Calculating the Mode of a Dataset
The mode is a measure of central tendency that identifies the most frequently occurring value(s) in a dataset. Unlike the mean and median, the mode does not require numerical calculations but instead focuses on how often values appear. In this section, we will define the mode, discuss its characteristics, and explore examples of how to determine and interpret it.
Mode
What is the Mode?
The mode of a dataset is the value(s) that occur locally with the highest frequency.
What Does "Occur Locally" Mean?
When discussing the shape of histograms, we encountered unimodal, multimodal, and uniform distributions. The mode corresponds to the peaks in these distributions.
- A unimodal distribution has one peak.
- A multimodal distribution has multiple peaks with similar frequencies.
- A uniform distribution has no distinct peaks, meaning no mode exists.
Identifying these peaks precisely requires advanced mathematical techniques, such as calculus, even though many multimodal distributions are intuitive and can be visualized easily with histograms, stem-and-leaf plots, and dot plots. (Human height, for example, is bimodal because there is a mode for men's height and a mode for women's height since, on average, men tend to be about five inches taller than women.) Therefore, we will refine our definition of mode to avoid local considerations.
Definition: Mode
The mode of a dataset is the value(s) that occur most frequently.
What Changed in This Definition?
By removing the term "occur locally," we ensure that all identified modes have the same frequency. This revised definition makes it easier to identify all the modes at a glance from frequency distributions.
Example
Find the mode of the 2016-2017 tuition and fees (in thousands of dollars) for the top 14 universities in the U.S. by hand.
Tuition and Fees | ||||||
---|---|---|---|---|---|---|
45 | 47 | 52 | 49 | 55 | 48 | 48 |
51 | 51 | 50 | 51 | 48 | 51 | 51 |
Solution
By observation, the most frequently occurring value is 51, which appears five times.
Thus, the mode is 51.
$$\tag*{\(\blacksquare\)}$$
Example
The following LSAT scores for a sample of 50 students are recorded below. Use the Summary Statistics Calculator to determine if a mode exists, and if it does, identify the mode(s). Also, classify the dataset as unimodal, multimodal, or having no mode.
LSAT Scores | |||||||||
---|---|---|---|---|---|---|---|---|---|
174 | 172 | 169 | 176 | 169 | 170 | 175 | 171 | 168 | 177 |
165 | 180 | 173 | 166 | 178 | 170 | 174 | 167 | 179 | 172 |
163 | 181 | 171 | 164 | 177 | 169 | 175 | 168 | 180 | 170 |
Solution
Copy the data and enter it into the Summary Statistics Calculator.

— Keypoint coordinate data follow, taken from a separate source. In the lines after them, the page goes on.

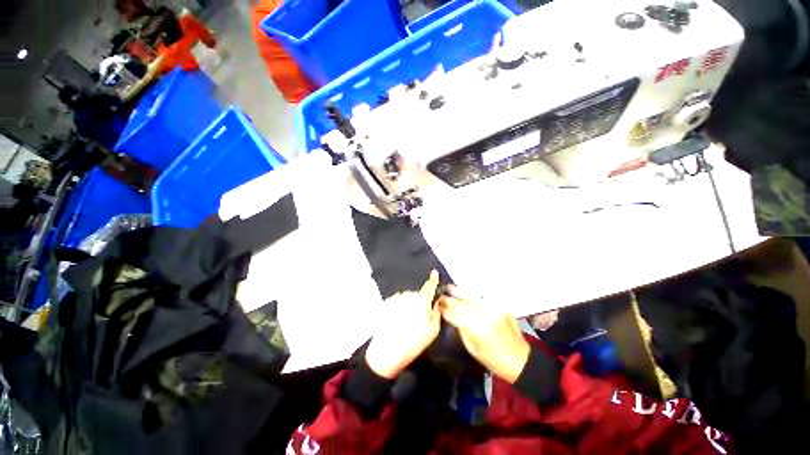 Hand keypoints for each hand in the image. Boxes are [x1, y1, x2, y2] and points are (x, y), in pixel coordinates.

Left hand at [364, 271, 441, 378]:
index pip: (429, 286)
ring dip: (407, 306)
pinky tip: (396, 322)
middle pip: (417, 295)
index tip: (434, 272)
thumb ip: (436, 313)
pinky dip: (397, 308)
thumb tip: (436, 303)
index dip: (433, 279)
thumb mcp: (433, 331)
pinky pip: (396, 302)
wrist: (387, 352)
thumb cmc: (413, 342)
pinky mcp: (386, 303)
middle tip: (417, 320)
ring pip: (406, 298)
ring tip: (405, 324)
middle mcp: (408, 295)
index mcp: (421, 300)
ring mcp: (395, 298)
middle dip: (419, 303)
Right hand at [439, 287, 530, 383]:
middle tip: (440, 295)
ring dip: (459, 292)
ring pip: (472, 298)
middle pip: (462, 305)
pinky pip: (482, 299)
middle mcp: (485, 316)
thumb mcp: (473, 349)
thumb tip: (453, 318)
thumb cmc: (494, 360)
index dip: (445, 310)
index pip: (455, 316)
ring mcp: (493, 310)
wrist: (520, 359)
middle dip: (449, 300)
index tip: (437, 306)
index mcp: (477, 330)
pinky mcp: (499, 307)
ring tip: (449, 287)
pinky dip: (472, 295)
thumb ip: (462, 331)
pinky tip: (464, 292) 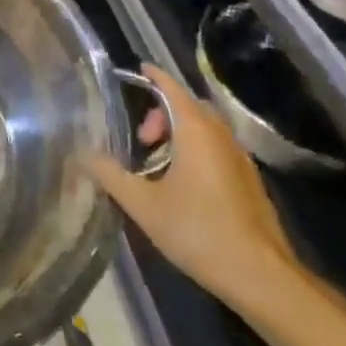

Click on the Mode Checkbox.
The tool reveals that 169 and 170 are the modes of the data set, and indicates that this is a bimodal set, which is a type of multimodal distribution.
$$\tag*{\(\blacksquare\)}$$
The mode is particularly useful to summarize certain types of qualitative data. Unfortunately, the Summary Statistics Calculator does not handle qualitative data. Therefore, we will use the Frequency Distribution Tool to make a frequency distribution of the data and then find the data point(s) with the highest frequency.
Example
The following dataset represents the size of shirts sold over the last 30 days at a clothing retailer. Use the Frequency Distribution Tool to determine the mode of the dataset.
Shirt Sizes | |||||||||
---|---|---|---|---|---|---|---|---|---|
Small | Medium | Large | X-Large | X-Large | Medium | Large | X-Large | Small | X-Large |
Medium | X-Large | X-Large | Large | Small | X-Large | Medium | X-Large | Large | X-Large |
X-Large | X-Large | Large | Small | Medium | X-Large | X-Large | X-Large | Large | Medium |
X-Large | Large | Medium | X-Large | X-Large | Small | Medium | Large | X-Large | X-Large |
Large | X-Large | Medium | Small | X-Large | X-Large | X-Large | Large | Small | Medium |
Solution
Load the data into the Frequency Distribution Tool, and nothing should appear since we only make classes with quantitative data.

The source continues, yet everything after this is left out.